### Task
Copy out the entries that follow. Leave none out.
■ ■ ■ ■ ■ ■ ■
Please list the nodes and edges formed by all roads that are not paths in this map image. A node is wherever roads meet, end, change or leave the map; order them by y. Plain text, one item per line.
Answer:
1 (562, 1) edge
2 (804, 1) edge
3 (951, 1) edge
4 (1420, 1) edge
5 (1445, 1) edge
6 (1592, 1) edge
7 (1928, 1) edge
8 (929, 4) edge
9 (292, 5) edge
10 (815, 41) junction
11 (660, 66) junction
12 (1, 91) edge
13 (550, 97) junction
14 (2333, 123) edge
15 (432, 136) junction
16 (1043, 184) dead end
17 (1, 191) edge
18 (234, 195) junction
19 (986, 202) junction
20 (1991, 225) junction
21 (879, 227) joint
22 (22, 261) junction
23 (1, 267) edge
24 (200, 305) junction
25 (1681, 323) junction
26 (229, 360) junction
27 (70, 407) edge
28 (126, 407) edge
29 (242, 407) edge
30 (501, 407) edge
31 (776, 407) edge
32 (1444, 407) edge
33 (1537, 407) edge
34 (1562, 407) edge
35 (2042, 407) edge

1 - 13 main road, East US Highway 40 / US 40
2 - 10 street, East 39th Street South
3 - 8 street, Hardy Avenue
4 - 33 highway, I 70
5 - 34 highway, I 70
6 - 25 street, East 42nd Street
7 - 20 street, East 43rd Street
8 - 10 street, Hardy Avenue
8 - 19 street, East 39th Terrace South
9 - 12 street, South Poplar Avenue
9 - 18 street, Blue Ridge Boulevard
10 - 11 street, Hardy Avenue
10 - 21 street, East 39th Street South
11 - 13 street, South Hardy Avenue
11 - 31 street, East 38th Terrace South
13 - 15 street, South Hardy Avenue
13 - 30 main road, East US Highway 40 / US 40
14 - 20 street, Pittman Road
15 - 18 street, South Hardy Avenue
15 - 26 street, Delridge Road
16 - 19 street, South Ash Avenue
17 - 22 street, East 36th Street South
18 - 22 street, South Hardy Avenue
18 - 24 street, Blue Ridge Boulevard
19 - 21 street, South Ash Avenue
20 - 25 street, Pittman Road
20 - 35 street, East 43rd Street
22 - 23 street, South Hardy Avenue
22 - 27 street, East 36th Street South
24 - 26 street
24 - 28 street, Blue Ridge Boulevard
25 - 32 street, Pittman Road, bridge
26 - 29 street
■ ■ ■ ■ ■ ■ ■
### Answer for this exercise
Please list the nodes and edges formed by all roads that are not paths in this map image. A node is wherever roads meet, end, change or leave the map; order them by y. Plain text, one item per line.
Answer:
1 (562, 1) edge
2 (804, 1) edge
3 (951, 1) edge
4 (1420, 1) edge
5 (1445, 1) edge
6 (1592, 1) edge
7 (1928, 1) edge
8 (929, 4) edge
9 (292, 5) edge
10 (815, 41) junction
11 (660, 66) junction
12 (1, 91) edge
13 (550, 97) junction
14 (2333, 123) edge
15 (432, 136) junction
16 (1043, 184) dead end
17 (1, 191) edge
18 (234, 195) junction
19 (986, 202) junction
20 (1991, 225) junction
21 (879, 227) joint
22 (22, 261) junction
23 (1, 267) edge
24 (200, 305) junction
25 (1681, 323) junction
26 (229, 360) junction
27 (70, 407) edge
28 (126, 407) edge
29 (242, 407) edge
30 (501, 407) edge
31 (776, 407) edge
32 (1444, 407) edge
33 (1537, 407) edge
34 (1562, 407) edge
35 (2042, 407) edge

1 - 13 main road, East US Highway 40 / US 40
2 - 10 street, East 39th Street South
3 - 8 street, Hardy Avenue
4 - 33 highway, I 70
5 - 34 highway, I 70
6 - 25 street, East 42nd Street
7 - 20 street, East 43rd Street
8 - 10 street, Hardy Avenue
8 - 19 street, East 39th Terrace South
9 - 12 street, South Poplar Avenue
9 - 18 street, Blue Ridge Boulevard
10 - 11 street, Hardy Avenue
10 - 21 street, East 39th Street South
11 - 13 street, South Hardy Avenue
11 - 31 street, East 38th Terrace South
13 - 15 street, South Hardy Avenue
13 - 30 main road, East US Highway 40 / US 40
14 - 20 street, Pittman Road
15 - 18 street, South Hardy Avenue
15 - 26 street, Delridge Road
16 - 19 street, South Ash Avenue
17 - 22 street, East 36th Street South
18 - 22 street, South Hardy Avenue
18 - 24 street, Blue Ridge Boulevard
19 - 21 street, South Ash Avenue
20 - 25 street, Pittman Road
20 - 35 street, East 43rd Street
22 - 23 street, South Hardy Avenue
22 - 27 street, East 36th Street South
24 - 26 street
24 - 28 street, Blue Ridge Boulevard
25 - 32 street, Pittman Road, bridge
26 - 29 street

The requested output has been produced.